Ulyana Viktorovna Sergeenko (; born 30 August 1979) is a Kazakh and Russian fashion designer.

Early life
Sergeenko was born into a family of linguists in Ust-Kamenogorsk, Kazakhstan, when it was still part of the USSR.

She studied in a specialized humanitarian school in Kazakhstan and then graduated the Faculty of Philology at the St. Petersburg State University.

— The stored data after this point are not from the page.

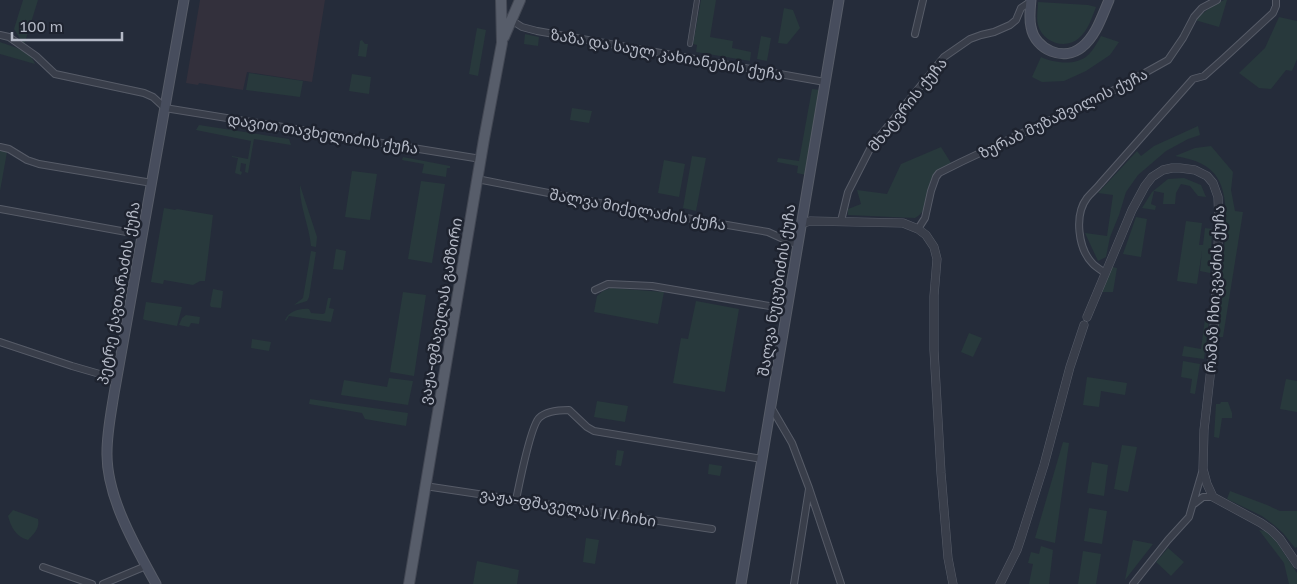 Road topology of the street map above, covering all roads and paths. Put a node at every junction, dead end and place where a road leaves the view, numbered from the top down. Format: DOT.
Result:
graph roads {
  1 [pos="184,0"];
  2 [pos="501,0"];
  3 [pos="520,0"];
  4 [pos="698,0"];
  5 [pos="839,0"];
  6 [pos="922,0"];
  7 [pos="1109,0"];
  8 [pos="1217,0"];
  9 [pos="1276,0"];
  10 [pos="1030,1"];
  11 [pos="511,20"];
  12 [pos="0,34"];
  13 [pos="915,34"];
  14 [pos="502,43"];
  15 [pos="690,44"];
  16 [pos="825,82"];
  17 [pos="165,108"];
  18 [pos="0,147"];
  19 [pos="481,158"];
  20 [pos="477,179"];
  21 [pos="152,183"];
  22 [pos="0,209"];
  23 [pos="841,221"];
  24 [pos="801,224"];
  25 [pos="918,229"];
  26 [pos="143,235"];
  27 [pos="798,244"];
  28 [pos="1105,273"];
  29 [pos="596,290"];
  30 [pos="787,309"];
  31 [pos="1087,316"];
  32 [pos="1084,325"];
  33 [pos="0,342"];
  34 [pos="117,379"];
  35 [pos="771,407"];
  36 [pos="762,459"];
  37 [pos="1203,469"];
  38 [pos="425,486"];
  39 [pos="809,488"];
  40 [pos="1213,497"];
  41 [pos="516,500"];
  42 [pos="1193,505"];
  43 [pos="712,529"];
  44 [pos="1297,564"];
  45 [pos="146,566"];
  46 [pos="43,567"];
  47 [pos="92,584"];
  48 [pos="103,584"];
  49 [pos="156,584"];
  50 [pos="409,584"];
  51 [pos="741,584"];
  52 [pos="794,584"];
  53 [pos="841,584"];
  54 [pos="953,584"];
  55 [pos="1000,584"];
  56 [pos="1133,584"];
  1 -- 17 [label="main road, პეტრე ქავთარაძის ქუჩა"];
  2 -- 14 [label="main road, ვაჟა-ფშაველას გამზირი"];
  3 -- 11 [label="main road, ვაჟა-ფშაველას გამზირი"];
  4 -- 15 [label="street"];
  5 -- 16 [label="main road, შალვა ნუცუბიძის ქუჩა"];
  6 -- 13 [label="street"];
  7 -- 10 [label="main road"];
  8 -- 25 [label="street, ზურაბ მუზაშვილის ქუჩა"];
  9 -- 28 [label="street"];
  10 -- 23 [label="street, მხატვრის ქუჩა"];
  11 -- 14 [label="main road, ვაჟა-ფშაველას გამზირი"];
  11 -- 16 [label="street, ზაზა და საულ კახიანების ქუჩა"];
  12 -- 17 [label="street"];
  14 -- 19 [label="main road, ვაჟა-ფშაველას გამზირი"];
  16 -- 24 [label="main road, შალვა ნუცუბიძის ქუჩა"];
  17 -- 19 [label="street, დავით თავხელიძის ქუჩა"];
  17 -- 21 [label="main road, პეტრე ქავთარაძის ქუჩა"];
  18 -- 21 [label="street"];
  19 -- 20 [label="main road, ვაჟა-ფშაველას გამზირი"];
  20 -- 27 [label="street, შალვა მიქელაძის ქუჩა"];
  20 -- 38 [label="main road, ვაჟა-ფშაველას გამზირი"];
  21 -- 26 [label="main road, პეტრე ქავთარაძის ქუჩა"];
  22 -- 26 [label="street"];
  23 -- 24 [label="street"];
  23 -- 25 [label="street"];
  24 -- 27 [label="main road, შალვა ნუცუბიძის ქუჩა"];
  25 -- 54 [label="street"];
  26 -- 34 [label="main road, პეტრე ქავთარაძის ქუჩა"];
  27 -- 30 [label="main road, შალვა ნუცუბიძის ქუჩა"];
  28 -- 31 [label="street, რამაზ ჩხიკვაძის ქუჩა"];
  28 -- 37 [label="street, რამაზ ჩხიკვაძის ქუჩა"];
  29 -- 30 [label="street"];
  30 -- 35 [label="main road, შალვა ნუცუბიძის ქუჩა"];
  32 -- 55 [label="street"];
  33 -- 34 [label="street"];
  34 -- 45 [label="main road, პეტრე ქავთარაძის ქუჩა"];
  35 -- 36 [label="main road, შალვა ნუცუბიძის ქუჩა"];
  35 -- 39 [label="street"];
  36 -- 41 [label="street"];
  36 -- 51 [label="main road, შალვა ნუცუბიძის ქუჩა"];
  37 -- 40 [label="street, რამაზ ჩხიკვაძის ქუჩა"];
  37 -- 42 [label="street, რამაზ ჩხიკვაძის ქუჩა"];
  38 -- 41 [label="street, ვაჟა-ფშაველას IV ჩიხი"];
  38 -- 50 [label="main road, ვაჟა-ფშაველას გამზირი"];
  39 -- 52 [label="street"];
  39 -- 53 [label="street"];
  40 -- 42 [label="street"];
  40 -- 44 [label="street"];
  41 -- 43 [label="street, ვაჟა-ფშაველას IV ჩიხი"];
  42 -- 56 [label="street, რამაზ ჩხიკვაძის ქუჩა"];
  45 -- 48 [label="street"];
  45 -- 49 [label="main road, პეტრე ქავთარაძის ქუჩა"];
  46 -- 47 [label="street"];
}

Being always interested in fashion, Sergeenko put her interest to a next level when she decided to collect it, since then building an eclectic collection of antique and vintage clothes and accessories ranging from the rare ancient jewelry to Soviet school uniform. Hunting for the new rarities she frequently visits flea-markets and vintage boutiques as well as bids on a major fashion auctions.

Career

First Steps
Sergeenko became a client of Valentino, Givenchy, Jean Paul Gaultier, Chanel, and Dior. Noted for her style, she was dubbed part of the Russian Mafia by fashion bloggers alongside fellow Russians Miroslava Duma, Elena Perminova and Vika Gazinskaya. However Sergeenko grew frustrated when pieces she had collaborated with designers on showed up in their collections with no credit given to her contributions.  As a result, Sergeenko launched her eponymous fashion label in 2011 in Russia.

Own Label
The Ulyana Sergeenko brand was launched in Moscow in April 2011 with a first collection designed for autumn-winter 2011–2012. After the first two collections shown in Moscow, the brand has received much media attention as well as buyer's and client's requests from all over the world. By now, the Moscow-based company produces ready-to-wear women's clothes, bags, fine jewellery and headpieces. Besides the retail stock, the Ulyana Sergeenko brand also has an atelier where clients could order made-to-measure versions of the runway items.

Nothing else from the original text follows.